Ramona is a Beverly Cleary invention and is probably one of the best children characters out there. The way Cleary shows Ramona’s thoughts are clever and endearing. The character just warms your heart.

I related (even as an adult) to Ramona. The struggle she puts herself through to “grow up”…all so fondly familiar to me and if I had seen this book as a child, I would have eaten it alive.

Not sure how I missed it!

–Maura E. Varian, Director , Emerging Market Logistics

 

The Elephant and the Bad Baby
I used to love this book as a kid, sinister in parts but ends well!

These days, I really enjoy reading The Highway Rat – A Tale of Stolen Snacks to my son, or anything by Julia Donaldson

Cheers,

–Andrew Parker (UK Acquisitions)

George Speaks
George Speaks

I was read this book along with my class mates, when we were in Primary School (Elementary School), by our teacher at story time. I thought it was a brilliant book.

It’s about a 4 week old baby that could talk better than an adult and the only other person who knew was his big sister Laura. She helps keep his secret and so they play together and bond with each other while their parents are clueless. Until George was happy to let the rest of the family know.

I think that it is just a fun read and use to love sitting quiet and still while getting read to at school.

–Lynn Winton, Cataloguer, Antique, Rare, and Collectible Books

 

Fun with Dick and Jane
For my kids: Corduroy and If You Give a Mouse a Cookie.

For myself:
Fun with Dick and Jane – because it was reflective of the community I grew up in – very family oriented with values that mirrored how I was raised. To this day I have a stuffed animal named Tip, which was the name of one of the dogs in the stories.

–Andy Perlmutter, CEO

3 Comments

  1. I know that this comment isn’t really related to this post, but I couldn’t find anyplace to send you an e-mail, so…. I’m quite disappointed to find that only people who have a Facebook account are able to vote for your LEAP grants. Leaves a lot of us out in the cold. I hope you can change this in the future.

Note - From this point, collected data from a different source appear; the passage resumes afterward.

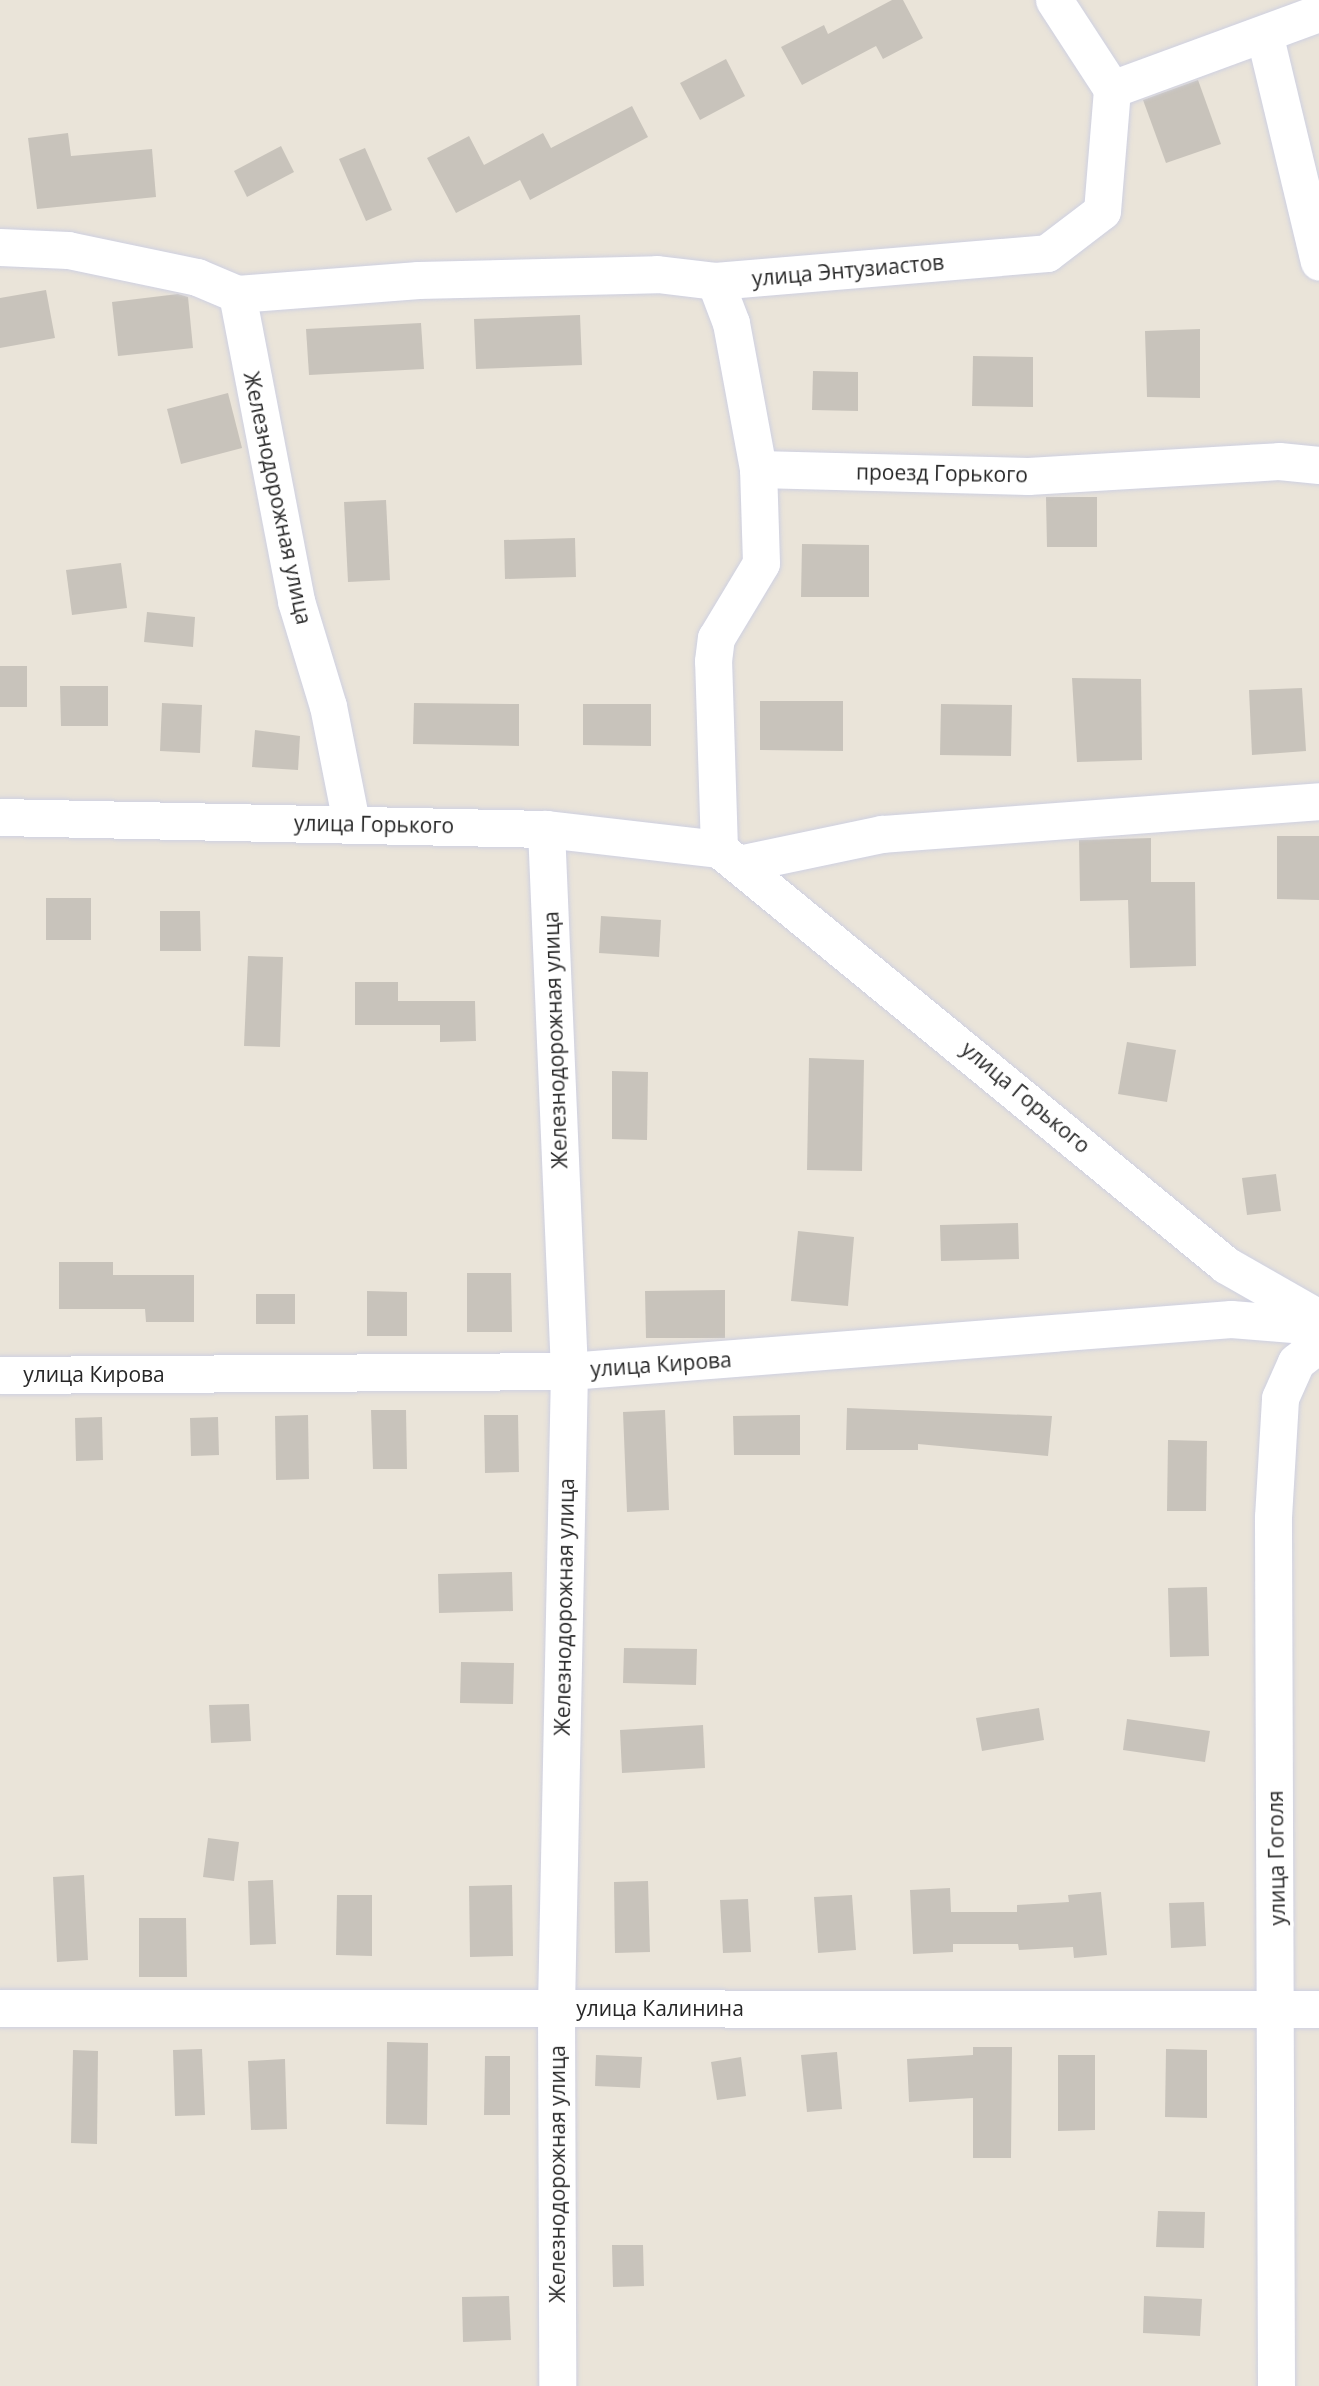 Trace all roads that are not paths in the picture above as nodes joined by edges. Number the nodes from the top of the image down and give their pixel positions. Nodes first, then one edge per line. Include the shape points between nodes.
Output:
1 (1054, 0) edge
2 (1319, 13) edge
3 (1265, 37) junction
4 (1112, 89) junction
5 (0, 247) edge
6 (1319, 262) edge
7 (715, 281) junction
8 (237, 294) junction
9 (1319, 465) edge
10 (758, 468) junction
11 (1319, 801) edge
12 (0, 817) edge
13 (351, 822) junction
14 (547, 829) junction
15 (731, 856) junction
16 (1319, 1318) edge
17 (1319, 1326) edge
18 (1319, 1345) edge
19 (569, 1371) junction
20 (0, 1375) edge
21 (556, 2007) junction
22 (0, 2008) edge
23 (1319, 2009) edge
24 (1277, 2010) junction
25 (557, 2386) edge
26 (1276, 2386) edge

1 - 4 street
2 - 3 street
3 - 4 street
3 - 6 street
4 - 7 street, улица Энтузиастов via 1102,211 1047,253
5 - 8 street via 68,250 197,277
7 - 8 street, улица Энтузиастов via 657,274 418,280
7 - 10 street via 731,323
8 - 13 street, Железнодорожная улица via 296,601 328,706
9 - 10 street, проезд Горького via 1279,461 1028,476
10 - 15 street via 761,563 716,638 713,661
11 - 15 street, улица Горького via 882,834
12 - 13 street, улица Горького
13 - 14 street, улица Горького
14 - 15 street, улица Горького
14 - 19 street, Железнодорожная улица
15 - 16 street, улица Горького via 1226,1265
17 - 19 street, улица Кирова via 1231,1320
18 - 24 street, улица Гоголя via 1296,1362 1280,1398 1276,1434
19 - 20 street, улица Кирова
19 - 21 street, Железнодорожная улица
21 - 22 street, улица Калинина
21 - 24 street, улица Калинина
21 - 25 street, Железнодорожная улица
23 - 24 street, улица Калинина
24 - 26 street, улица Гоголя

  2. Fair enough, Kathy, and duly noted. Right now the application we use to power the voting system is a Facebook app. So while there is that constraint, the upside is that it makes for a more secure vote, while allowing people to spread the word about all these great organizations and their projects whether they win the grant or not. Thanks for submitting this feedback, and we’ll let you know if we expand those capabilities in the future.

  3. When I was little, the first book I remember my mother reading to me – and so it was my favorite – was Snow White and the Seven Dwarfs. But from my DAUGHTER’S childhood, my favorite was “Jonathan and the Terrible, Horrible, No Good, Very Bad Day! I know I have it in the house somewhere, and I’m going to make a present of it to her, for HER very first baby!